Für die Strafgerichtspflege werden Schwurgerichte eingeführt, deren Errichtung ein besonderes Gesetz bestimmen wird.

§ 30. Aenderungen in der Einrichtung der Gerichtshöfe können nur durch ein Gesetz eingeführt werden.

§ 31. Allen in der Monarchie durch die Gesetze anerkannten christlichen Glaubensbekenntnissen und dem israelitischen Cultus ist die freye Ausübung des Gottesdienstes gesichert.

IV.
Die Minister

§ 32. Die Minister sind für alle Handlungen und Anträge in ihrer Amtsführung verantwortlich.

§ 33. Diese Verantwortlichkeit, so wie die Bestimmung der anklagenden und richtenden Behörde wird durch ein besonderes Gesetz geregelt.

V.
Der Reichstag

§ 34. Der Reichstag, welcher im Vereine mit dem Kaiser die gesetzgebende Gewalt ausübt, ist in zwey Kammern, den Senat und die Kammer der Abgeordneten, getheilt.
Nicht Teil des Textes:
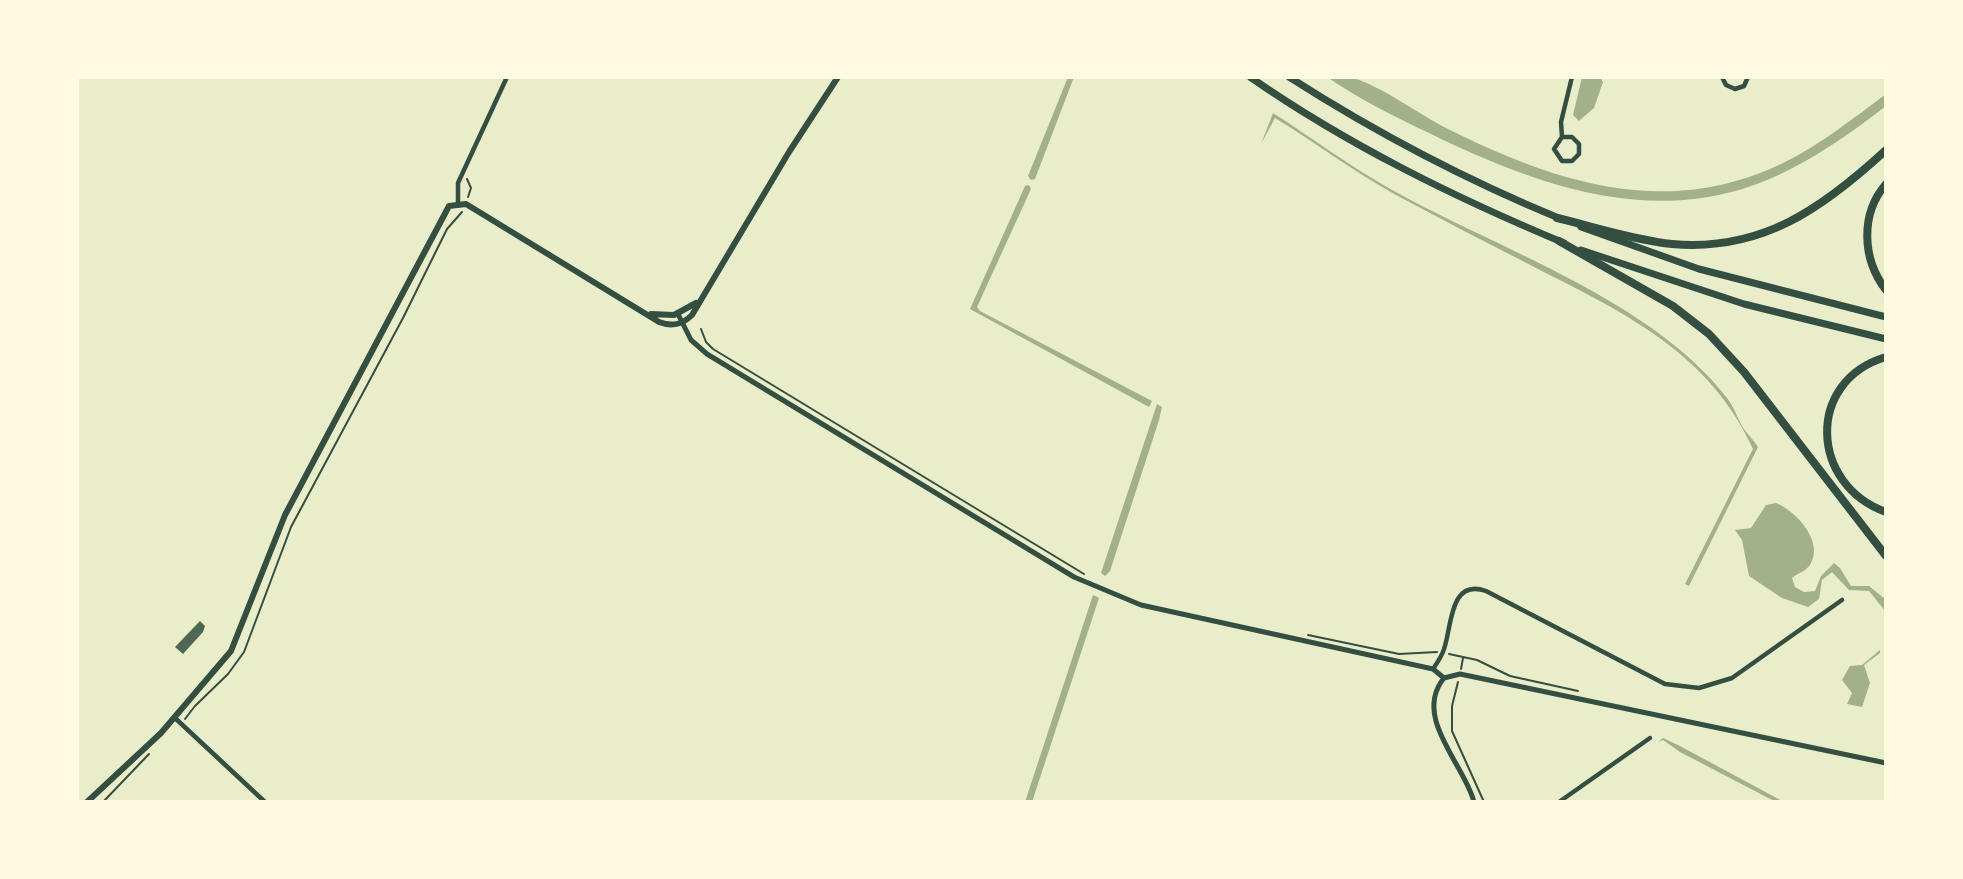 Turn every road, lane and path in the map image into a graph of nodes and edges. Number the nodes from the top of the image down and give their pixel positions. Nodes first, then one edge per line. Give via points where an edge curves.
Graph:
1 (507, 77) edge
2 (838, 77) edge
3 (1242, 77) edge
4 (1250, 77) edge
5 (1289, 77) edge
6 (1572, 77) edge
7 (1723, 77) edge
8 (1748, 77) edge
9 (1264, 87) junction
10 (1562, 137) junction
11 (1886, 150) edge
12 (462, 173) junction
13 (1886, 184) edge
14 (462, 203) junction
15 (1557, 218) junction
16 (1559, 241) junction
17 (1886, 289) edge
18 (698, 302) junction
19 (650, 314) junction
20 (678, 314) junction
21 (1886, 317) edge
22 (682, 323) junction
23 (701, 330) dead end
24 (1886, 339) edge
25 (1886, 357) edge
26 (1886, 512) edge
27 (1886, 556) edge
28 (278, 560) dead end
29 (1089, 576) dead end
30 (1842, 600) dead end
31 (1297, 632) dead end
32 (1443, 653) junction
33 (1433, 669) junction
34 (1460, 674) junction
35 (1444, 678) junction
36 (175, 718) junction
37 (1650, 738) dead end
38 (152, 752) dead end
39 (1886, 763) edge
40 (87, 802) edge
41 (103, 802) edge
42 (265, 802) edge
43 (1474, 802) edge
44 (1484, 802) edge
45 (1559, 802) edge

1 - 12 street
2 - 18 main road
3 - 9 highway
4 - 9 highway
5 - 15 highway via 1452,170
6 - 10 street
7 - 8 street via 1726,85 1735,89 1744,86
9 - 16 highway via 1433,184
10 - 10 street via 1555,144 1555,154 1562,161 1572,161 1579,154 1579,144 1572,136
11 - 15 highway via 1815,209 1776,229 1733,241 1673,244
12 - 14 street via 457,191
12 - 14 path via 471,188
13 - 17 highway via 1869,215 1867,240 1871,265
14 - 19 main road
14 - 28 path via 291,527
14 - 36 main road via 444,211 285,516 231,650
15 - 21 highway via 1699,268
16 - 24 highway via 1721,297
16 - 27 highway via 1672,306 1709,334 1744,372
18 - 20 main road
18 - 22 main road
19 - 20 main road
19 - 22 main road via 665,324
20 - 22 street
22 - 33 street via 691,340 707,354 1097,588 1164,611
23 - 29 path via 713,349
25 - 26 highway via 1870,363 1842,388 1830,410 1827,438 1831,461 1843,484 1864,503
30 - 32 street via 1732,678 1699,688 1658,681 1478,589 1463,592 1455,601
31 - 32 path via 1399,654
32 - 33 street
32 - 34 path via 1464,657
33 - 35 street
34 - 35 street
34 - 39 street
34 - 44 path via 1452,731
35 - 43 street via 1435,700 1437,725
36 - 40 main road
36 - 42 street
37 - 45 street
38 - 41 path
Die Dauer des Reichstages wird auf fünf Jahre mit jährlicher Einberufung desselben festgesetzt.

§ 35. Der Senat besteht:
a) aus Prinzen des kaiserlichen Hauses nach vollendetem 24. Jahre;
b) aus den von dem Kaiser ohne Rücksicht auf Stand und Geburt für ihre Lebensdauer ernannten Mitglieder;
c) aus hundertfünfzig Mitgliedern, welche von den bedeutendsten Grundbesitzern für die ganze Dauer der Wahlperiode aus ihrer Mitte gewählt werden.

§ 36. Die Kammer der Abgeordneten besteht aus dreyhundert drey und achtzig Mitgliedern.

Die Wahl sämmtlicher Mitglieder der Kammer der Abgeordneten beruht auf der Volkszahl und auf der Vertretung aller staatsbürgerlicher Interessen.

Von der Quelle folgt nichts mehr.